CEU eTD Collection (2023); Muhammad Auwn: Silent Divide: State Sanctioned Reinforcement and Reproduction of Caste in Pakistan

CEU Electronic Theses and Dissertations, 2023
Author Muhammad Auwn
Title Silent Divide: State Sanctioned Reinforcement and Reproduction of Caste in Pakistan
Summary Recent scholarship in India posits the telling of history through the centering of caste. This history is in stark contrast to both state and popular narratives of the nation. Within this history, caste is the omnipresent factor that shapes an everyday life of exclusion, exploitation, and violence. Moments of resistance to this oppression then form the key to narrating history. Whilst such trends are emergent and significant in India, Pakistan by contrast has popularized the exceptionalist narrative whereby that caste is a distinctive Indian phenomenon, and with the coming of Islam caste is eradicated.

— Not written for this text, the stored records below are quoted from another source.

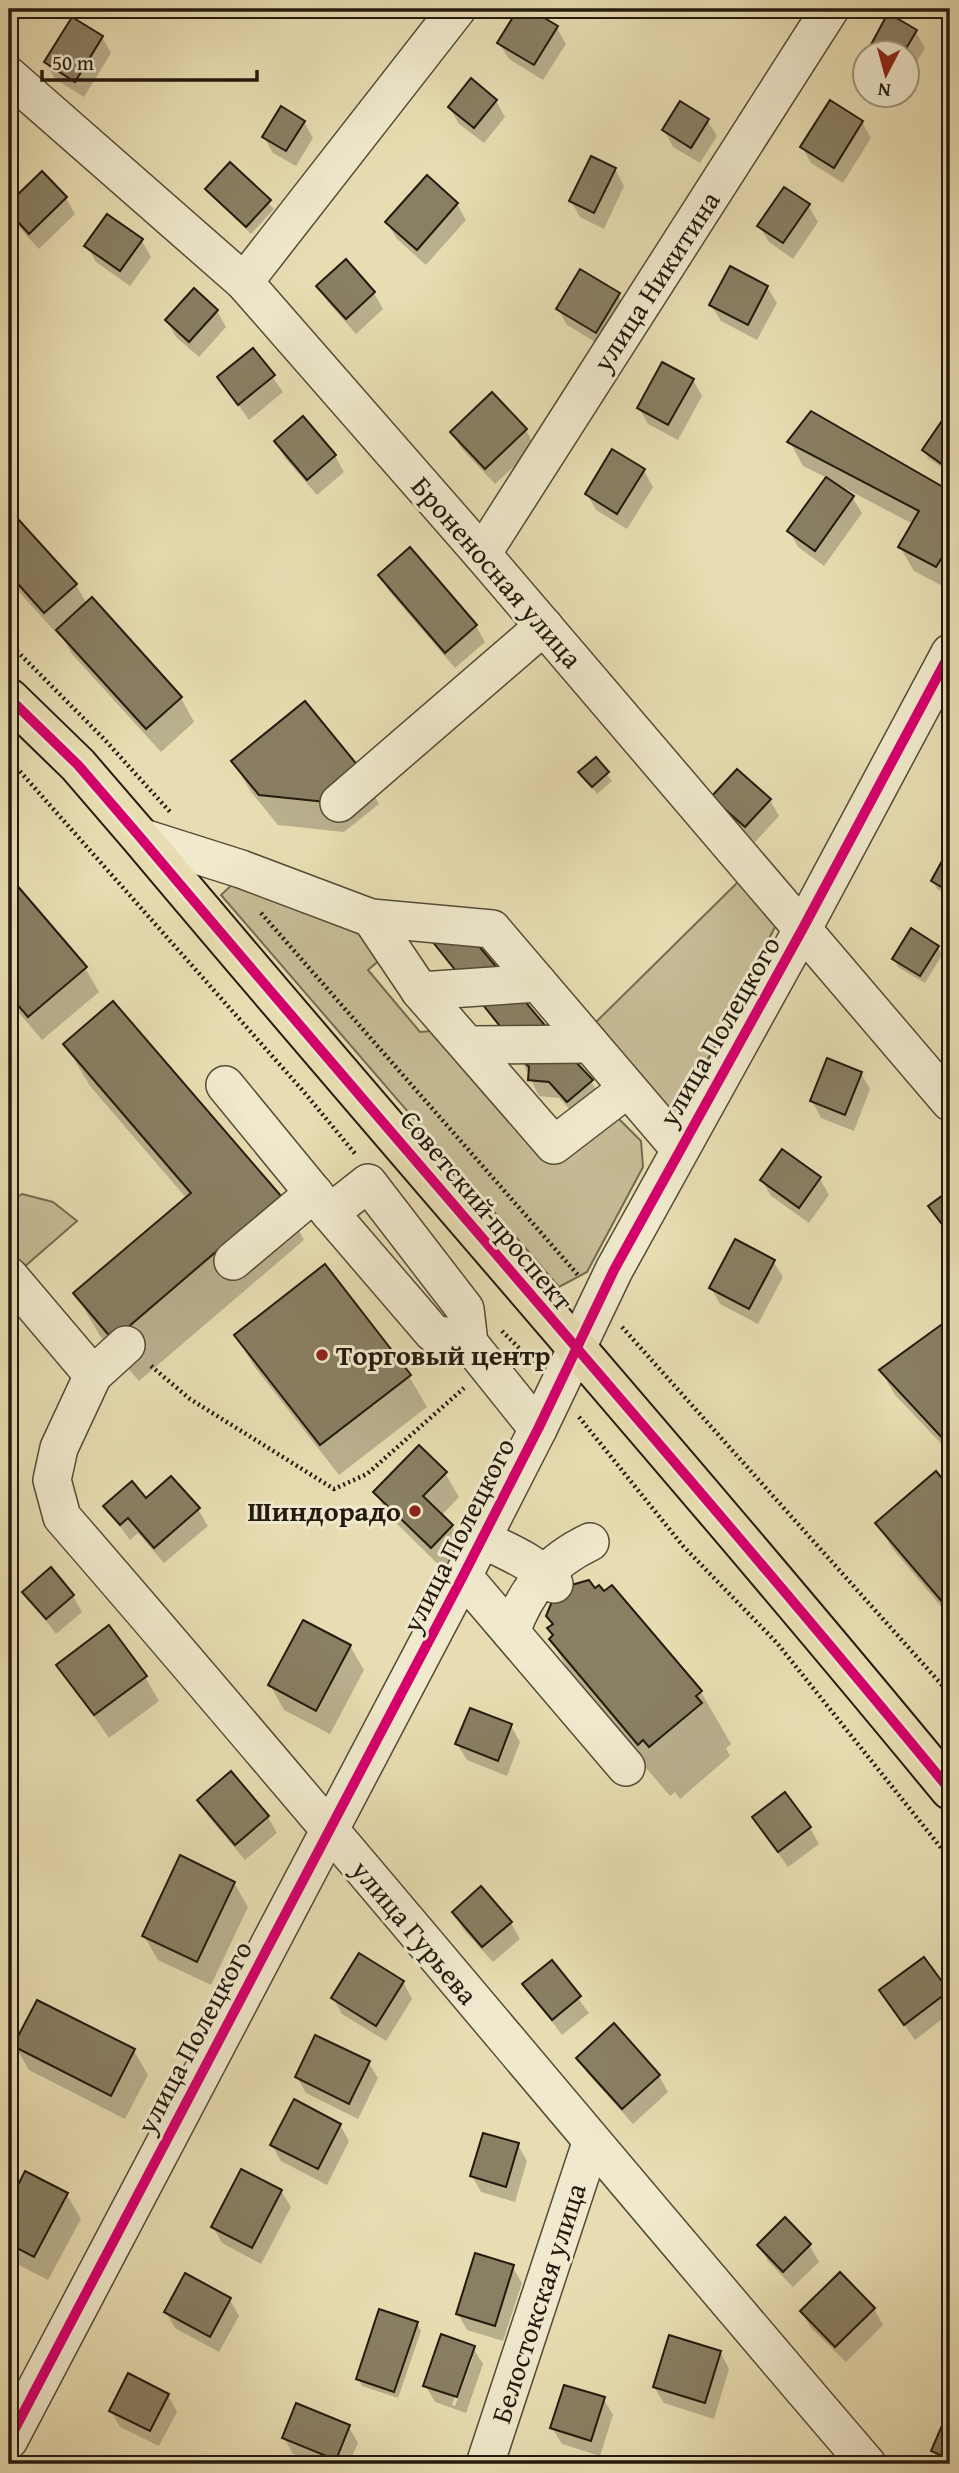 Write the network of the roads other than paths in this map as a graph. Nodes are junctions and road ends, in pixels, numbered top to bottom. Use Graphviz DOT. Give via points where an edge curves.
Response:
graph roads {
  1 [pos="457,9"];
  2 [pos="830,9"];
  3 [pos="9,76"];
  4 [pos="244,282"];
  5 [pos="482,554"];
  6 [pos="544,626"];
  7 [pos="950,653"];
  8 [pos="9,698"];
  9 [pos="339,803"];
  10 [pos="140,837"];
  11 [pos="234,872"];
  12 [pos="203,911"];
  13 [pos="371,918"];
  14 [pos="802,930"];
  15 [pos="538,983"];
  16 [pos="420,991"];
  17 [pos="590,1044"];
  18 [pos="470,1045"];
  19 [pos="225,1085"];
  20 [pos="627,1089"];
  21 [pos="950,1102"];
  22 [pos="679,1148"];
  23 [pos="322,1203"];
  24 [pos="233,1261"];
  25 [pos="9,1276"];
  26 [pos="473,1339"];
  27 [pos="126,1345"];
  28 [pos="576,1350"];
  29 [pos="93,1375"];
  30 [pos="538,1429"];
  31 [pos="482,1539"];
  32 [pos="590,1542"];
  33 [pos="463,1576"];
  34 [pos="549,1579"];
  35 [pos="511,1632"];
  36 [pos="626,1767"];
  37 [pos="950,1790"];
  38 [pos="331,1830"];
  39 [pos="591,2143"];
  40 [pos="9,2440"];
  41 [pos="485,2464"];
  42 [pos="867,2464"];
  1 -- 4 [label="street"];
  2 -- 5 [label="street, улица Никитина"];
  3 -- 4 [label="street, Броненосная улица"];
  4 -- 5 [label="street, Броненосная улица"];
  5 -- 6 [label="street, Броненосная улица"];
  6 -- 9 [label="street"];
  6 -- 14 [label="street, Броненосная улица"];
  7 -- 14 [label="street, улица Полецкого"];
  8 -- 10 [label="main road, Советский проспект" via="78,765"];
  10 -- 11 [label="street"];
  10 -- 12 [label="main road, Советский проспект"];
  11 -- 12 [label="street"];
  11 -- 13 [label="street"];
  12 -- 28 [label="main road, Советский проспект"];
  13 -- 15 [label="street" via="492,929"];
  13 -- 16 [label="street"];
  14 -- 21 [label="street, Броненосная улица"];
  14 -- 22 [label="street, улица Полецкого"];
  15 -- 16 [label="street"];
  15 -- 17 [label="street"];
  16 -- 18 [label="street"];
  17 -- 18 [label="street"];
  17 -- 20 [label="street"];
  18 -- 20 [label="street" via="554,1144"];
  19 -- 23 [label="street"];
  20 -- 22 [label="street"];
  22 -- 28 [label="street, улица Полецкого"];
  23 -- 24 [label="street"];
  23 -- 26 [label="street" via="433,1333"];
  23 -- 26 [label="street" via="368,1183"];
  25 -- 29 [label="street"];
  26 -- 30 [label="street"];
  27 -- 29 [label="street, улица Гурьева"];
  28 -- 30 [label="street, улица Полецкого"];
  28 -- 37 [label="main road, Советский проспект" via="754,1553"];
  29 -- 38 [label="street, улица Гурьева" via="59,1448 52,1480 62,1517"];
  30 -- 31 [label="street, улица Полецкого"];
  31 -- 33 [label="street, улица Полецкого"];
  31 -- 34 [label="street" via="521,1558"];
  32 -- 34 [label="street" via="572,1551"];
  33 -- 35 [label="street"];
  33 -- 38 [label="street, улица Полецкого"];
  34 -- 35 [label="street" via="527,1594"];
  35 -- 36 [label="street"];
  38 -- 39 [label="street, улица Гурьева"];
  38 -- 40 [label="street, улица Полецкого"];
  39 -- 41 [label="street, Белостокская улица"];
  39 -- 42 [label="street, улица Гурьева"];
} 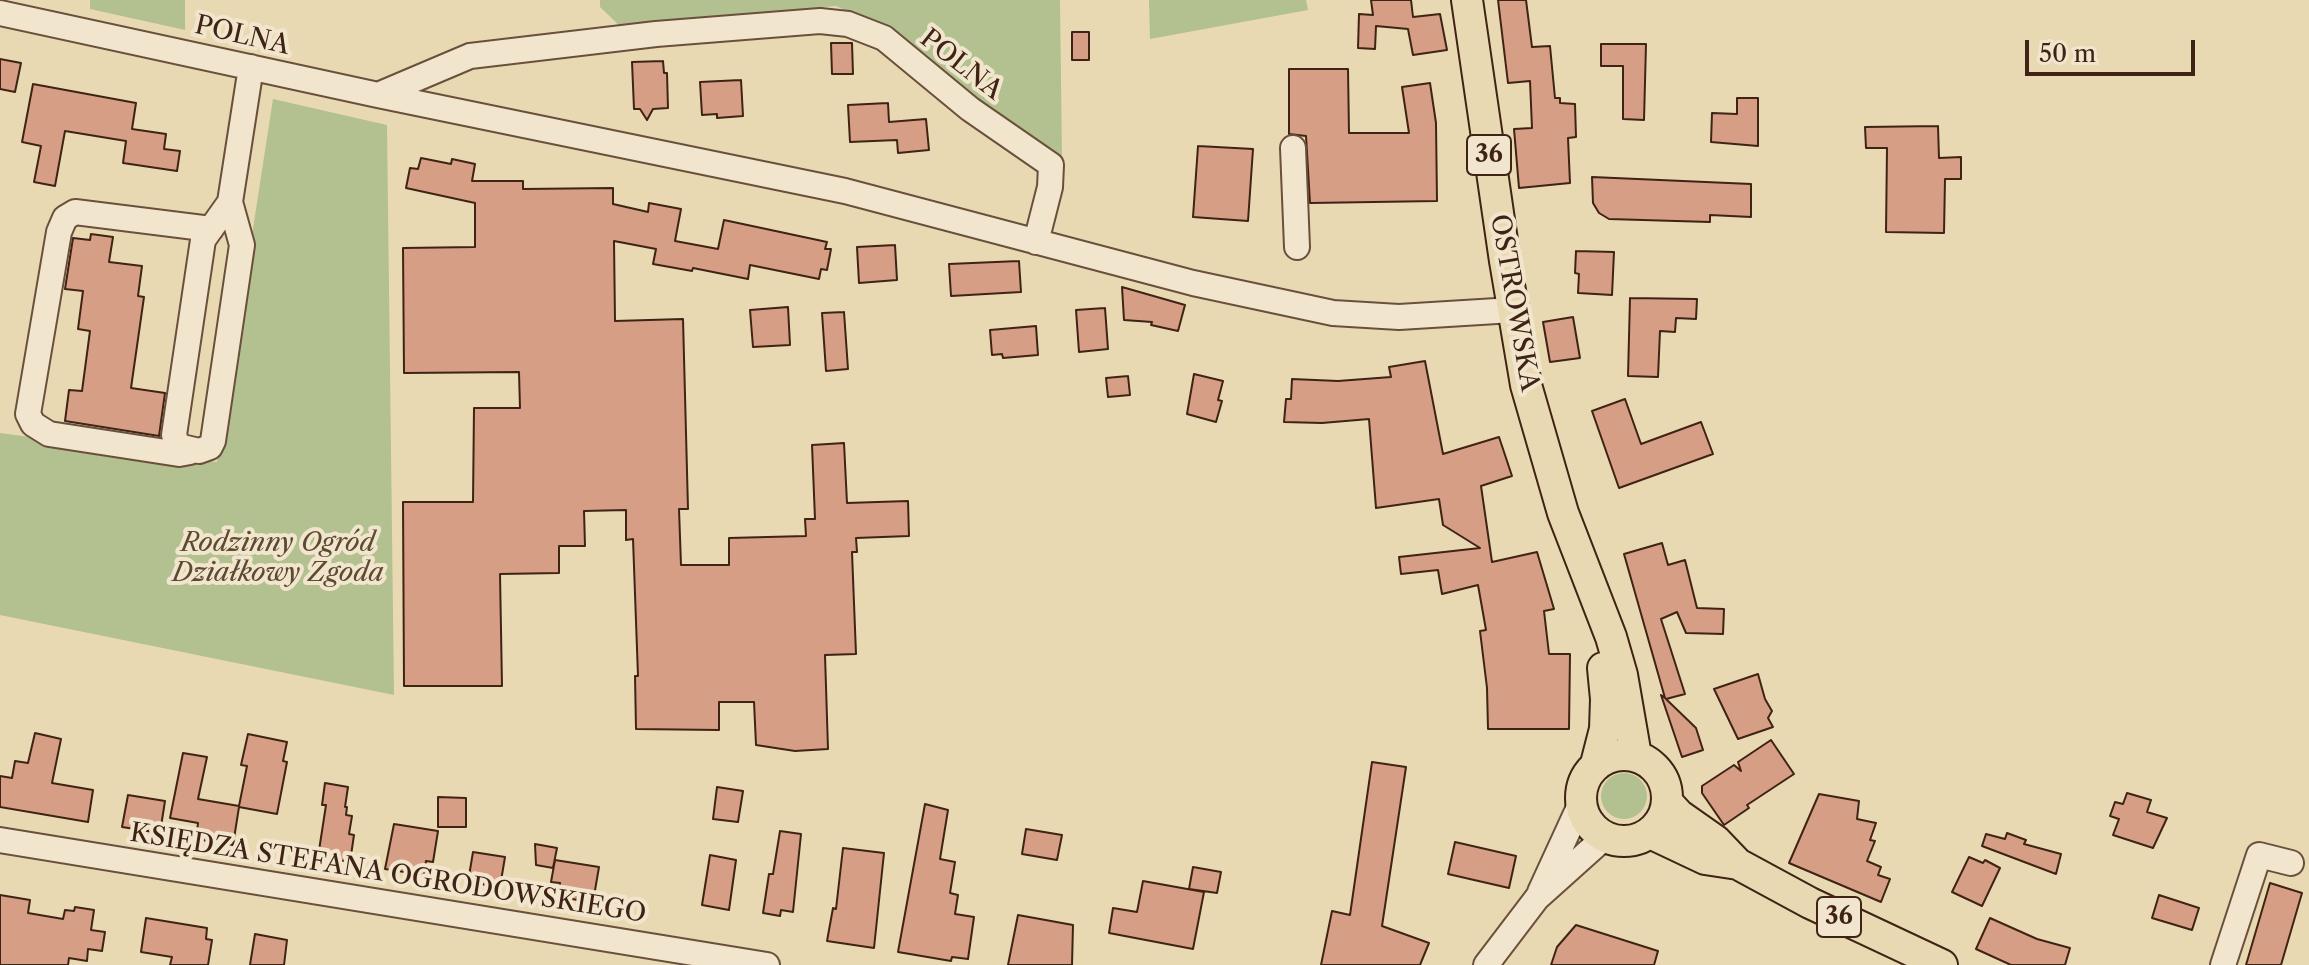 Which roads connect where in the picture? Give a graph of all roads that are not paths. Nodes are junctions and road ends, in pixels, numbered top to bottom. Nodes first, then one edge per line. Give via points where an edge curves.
1 (1467, 0) edge
2 (0, 13) edge
3 (251, 67) junction
4 (378, 95) junction
5 (1293, 148) dead end
6 (230, 202) junction
7 (211, 229) junction
8 (1036, 242) junction
9 (1297, 247) dead end
10 (1513, 310) junction
11 (199, 451) junction
12 (1594, 599) junction
13 (1636, 756) junction
14 (1596, 764) junction
15 (1667, 802) junction
16 (1580, 805) junction
17 (1650, 833) junction
18 (1605, 837) junction
19 (0, 840) edge
20 (2291, 863) dead end
21 (1738, 864) junction
22 (1537, 898) junction
23 (767, 965) edge
24 (1486, 965) edge
25 (1942, 965) edge
26 (2223, 965) edge

1 - 10 main road, OSTROWSKA / 36
2 - 3 street, POLNA
3 - 4 street, POLNA
3 - 6 street
4 - 8 street, POLNA via 845,191
4 - 8 street, POLNA via 470,56 656,34 820,21 848,24 884,38 970,109 1051,165
5 - 9 street
6 - 7 street
6 - 11 street via 242,245 213,441
7 - 11 street via 203,240 174,435 178,446
7 - 11 street via 75,212 65,218 28,414 49,434 179,454
8 - 10 street, POLNA via 1333,313 1399,317
10 - 12 main road, OSTROWSKA / 36 via 1538,431
12 - 13 main road, OSTROWSKA / 36 via 1622,675
12 - 14 main road, OSTROWSKA / 36 via 1606,699
13 - 14 main road
13 - 15 main road, 36 via 1657,770
14 - 16 main road, 36 via 1582,788
15 - 17 main road
15 - 21 main road, 36
16 - 18 main road via 1594,831
16 - 22 street
17 - 18 main road via 1624,842
17 - 21 main road, 36 via 1705,859
18 - 22 street
19 - 23 street, KSIĘDZA STEFANA OGRODOWSKIEGO
20 - 26 street via 2259,855
21 - 25 main road, 36
22 - 24 street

This narrative persists in religious, academic, and popular discourse - by tying caste to religion, as a Muslim-majority country, caste is absent.
This study shows that despite the attempt to inscribe oneself into another social history, the state, and wider society reproduce caste in both formal and informal processes of discrimination. The processes of caste-based discrimination include the deployment of everyday derogatory terms of identification evoking their untouchable background to economic marginalization (for example in the employment that is available only to their community), mob riots, and state-enforced legal mechanisms such as blasphemy laws used disproportionately against Dalit Christian communities.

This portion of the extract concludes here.